Source: Bitcoin Depot Inc.

Released February 19, 2026

Release – Travelzoo Reports Fourth Quarter 2025 Results

Travelzoo logo

Travelzoo 

Feb 19, 2026, 08:17 ET

NEW YORK, Feb. 19, 2026 /PRNewswire/ — Travelzoo® (NASDAQ: TZOO):

  • Revenue of $22.5 million, up 9% year-over-year
  • Consolidated operating profit of $0.6 million
  • Non-GAAP consolidated operating profit of $0.9 million
  • Cash flow from operations of $1.5 million
  • Earnings per share (EPS) of $0.00

Travelzoo, the club for travel enthusiasts, today announced financial results for the fourth quarter ended December 31, 2025. Consolidated revenue was $22.5 million, up 9% from $20.7 million year-over-year. In constant currencies, revenue was $22.1 million, up 7% year-over-year. Travelzoo’s reported revenue consists of advertising revenues and commissions, derived from and generated in connection with purchases made by Travelzoo members, and membership fees.

In Q4, we continued to invest significantly in acquiring more Club Members when we saw that we can achieve a positive return on investment (ROI). Marketing costs were expensed immediately. Membership fees revenue is recognized ratably over the subscription period of 12 months. The effect is a sizable reduction in EPS. We refer to our investor presentation.

Net loss attributable to Travelzoo was $19,000 for Q4 2025, or $0.00 per share, compared with $0.26 per share in the prior-year period.

Non-GAAP operating profit was $0.9 million. Non-GAAP operating profit excludes amortization of intangibles ($2,000) and stock option expenses ($339,000). Please refer to “Non-GAAP Financial Measures” and the tabular reconciliation below.

“We will continue to leverage Travelzoo’s global reach, trusted brand, and strong relationships with top travel suppliers to negotiate more Club Offers for Club Members and add new benefits, such as our popular complimentary airport lounge access worldwide in case of a delayed flight,” said Holger Bartel, Travelzoo’s Global CEO. “Travelzoo members are affluent, active, and open to new experiences. We inspire travel enthusiasts to travel to places they never imagined they could. Travelzoo is the must-have membership for those who love to travel as much as we do.”

Travelzoo North America
North America business segment revenue increased 6% year-over-year to $14.8 million. Operating profit for Q4 2025 was $1.5 million, or 10% of revenue, compared to operating profit of $4.6 million or 33% of revenue in the prior-year period.

Travelzoo Europe
Europe business segment revenue increased 16% year-over-year to $6.3 million. Operating loss for Q4 2025 was $1 million, or 16% of revenue, compared to operating profit of $159,000, or 3% of revenue in the prior-year period. The reported operating loss occurred because we acquired more Club Members.

Jack’s Flight Club
Jack’s Flight Club is a membership subscription service in which Travelzoo has a 60% ownership interest. Revenue increased 2% year-over-year to $1.3 million. The number of premium subscribers remained flat year-over-year. Jack’s Flight Club’s revenue from subscriptions is recognized ratably over the subscription period (quarterly, semi-annually, annually). Operating profit for Q4 2025 was $153,000, compared to operating profit of $150,000 in the prior-year period.

New Initiatives
New Initiatives business segment revenue, which includes Licensing and Travelzoo META, was $16,000. Operating loss for Q4 2025 was $34,000.

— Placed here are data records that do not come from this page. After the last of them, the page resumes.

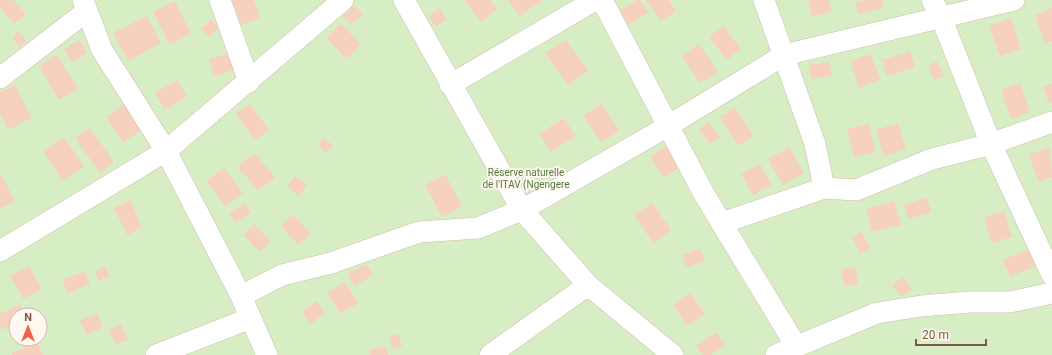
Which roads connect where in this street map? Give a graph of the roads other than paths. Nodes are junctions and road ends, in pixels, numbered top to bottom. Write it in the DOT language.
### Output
graph roads {
  1 [pos="220,0"];
  2 [pos="343,0"];
  3 [pos="404,0"];
  4 [pos="594,0"];
  5 [pos="602,0"];
  6 [pos="764,0"];
  7 [pos="1014,0"];
  8 [pos="85,6"];
  9 [pos="936,8"];
  10 [pos="784,55"];
  11 [pos="0,78"];
  12 [pos="249,82"];
  13 [pos="450,85"];
  14 [pos="1052,122"];
  15 [pos="668,126"];
  16 [pos="991,144"];
  17 [pos="166,151"];
  18 [pos="824,188"];
  19 [pos="522,210"];
  20 [pos="722,223"];
  21 [pos="0,251"];
  22 [pos="1052,275"];
  23 [pos="588,285"];
  24 [pos="1052,293"];
  25 [pos="241,296"];
  26 [pos="251,318"];
  27 [pos="796,346"];
  28 [pos="156,355"];
  29 [pos="267,355"];
  30 [pos="490,355"];
  31 [pos="673,355"];
  32 [pos="776,355"];
  1 -- 12 [label="street"];
  2 -- 12 [label="street"];
  3 -- 13 [label="street"];
  4 -- 13 [label="street"];
  5 -- 15 [label="street"];
  6 -- 10 [label="street"];
  7 -- 9 [label="street"];
  8 -- 11 [label="street"];
  8 -- 17 [label="street"];
  9 -- 10 [label="street"];
  9 -- 16 [label="street"];
  10 -- 15 [label="street"];
  10 -- 18 [label="street"];
  12 -- 17 [label="street"];
  13 -- 19 [label="street"];
  14 -- 16 [label="street"];
  15 -- 19 [label="street"];
  15 -- 20 [label="street"];
  16 -- 18 [label="street"];
  16 -- 22 [label="street"];
  17 -- 21 [label="street"];
  17 -- 25 [label="street"];
  18 -- 20 [label="street"];
  19 -- 23 [label="street"];
  19 -- 25 [label="street"];
  20 -- 27 [label="street"];
  23 -- 30 [label="street"];
  23 -- 31 [label="street"];
  24 -- 27 [label="street"];
  25 -- 26 [label="street"];
  26 -- 28 [label="street"];
  26 -- 29 [label="street"];
  27 -- 32 [label="street"];
}
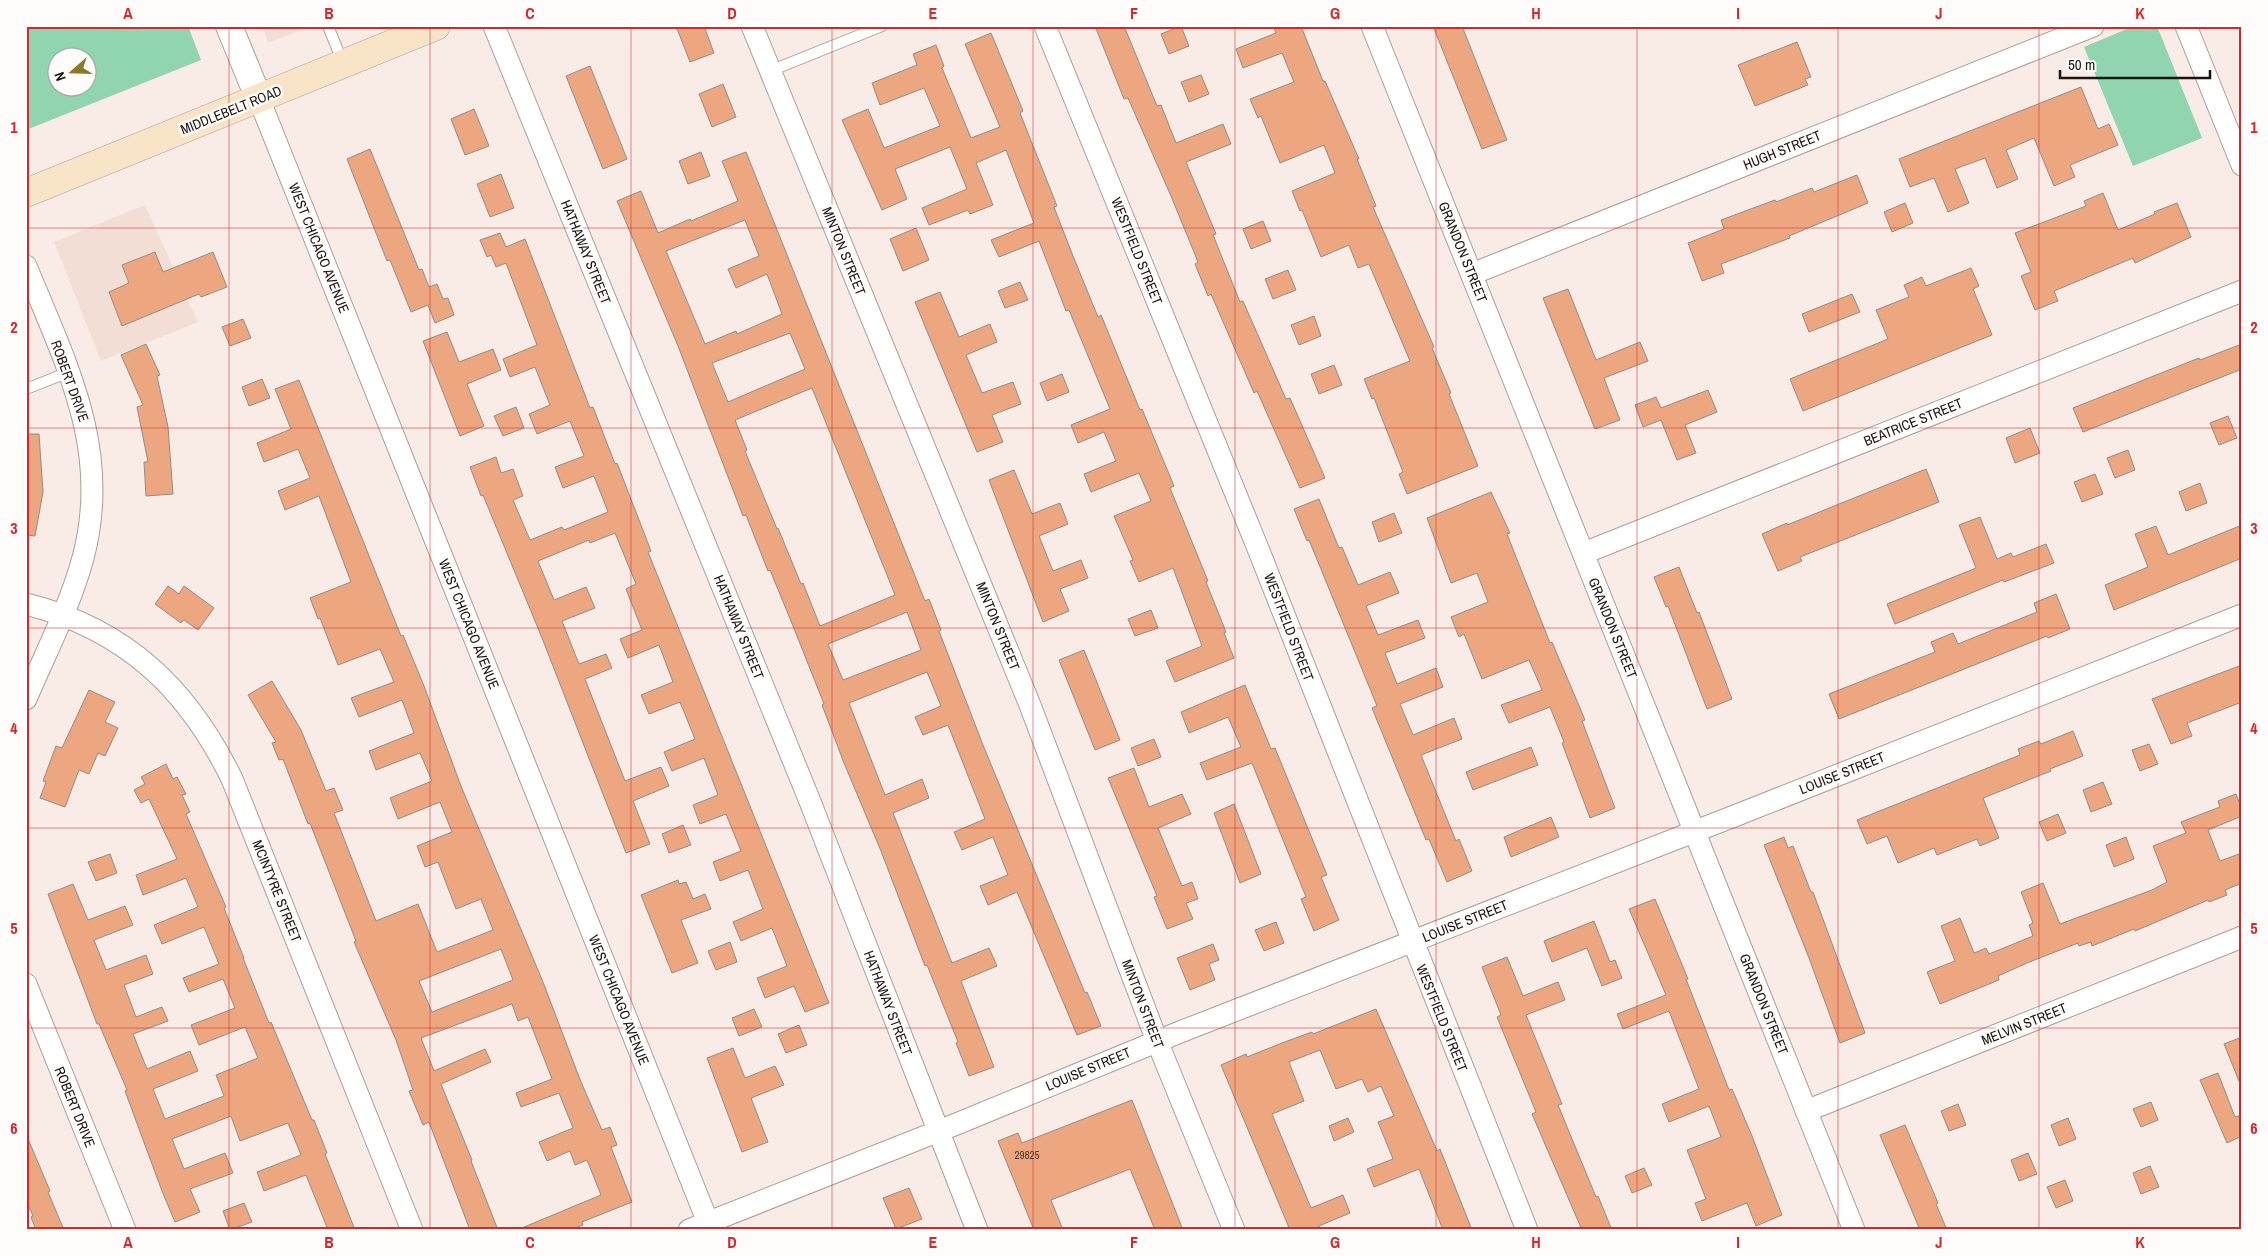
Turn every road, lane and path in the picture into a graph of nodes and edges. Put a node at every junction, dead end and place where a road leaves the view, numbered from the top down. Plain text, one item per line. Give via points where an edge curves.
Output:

In 2020, Travelzoo entered into royalty-bearing licensing agreements with local licensees for the exclusive use of Travelzoo’s brand, business model, and members in  Australia, Japan, New Zealand, and Singapore. Under these arrangements, Travelzoo’s existing members in Australia, Japan, New Zealand, and Singapore will continue to be owned by Travelzoo as the licensor. Licensing revenue from the licensee in Australia was $8,000 for Q4 2025. Licensing revenue from the licensee in Japan was $7,000 for Q4 2025. Licensing revenue is expected to increase going forward.

Reach
Travelzoo reaches 30 million travelers. This includes Jack’s Flight Club. Comparisons to prior periods are no longer meaningful due to strategic developments of the Travelzoo membership.

Income Taxes
The reported income tax provision and reserves for Q4 2025 are $521,000. Travelzoo intends to utilize available net operating losses (NOLs) to largely offset its tax liability for Q4 2025.

Balance Sheet
As of December 31, 2025, cash, cash equivalents and restricted cash were $10.8 million. Cash flow from operations was $1.5 million.

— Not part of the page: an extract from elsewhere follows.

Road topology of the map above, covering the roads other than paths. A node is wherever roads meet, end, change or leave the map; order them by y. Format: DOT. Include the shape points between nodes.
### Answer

Deferred revenue increased because membership fees are earned over the subscription period. Membership fees revenue is recognized ratably over the subscription period.

Share Repurchase Program
During Q4 2025, the Company didn’t repurchase shares of its outstanding common stock.

Looking Ahead
For Q1 2026, we expect year-over-year revenue growth to continue. We expect continued revenue growth in subsequent quarters, as membership fees revenue is recognized ratably over the subscription period of 12 months, as we acquire new members, and as more Legacy Members become Club Members. Over time, we expect profitability to increase as recurring membership fees revenue will be recognized. In the short-term, fluctuations in reported net income are possible. We might see attractive opportunities to increase marketing. We expense marketing costs immediately.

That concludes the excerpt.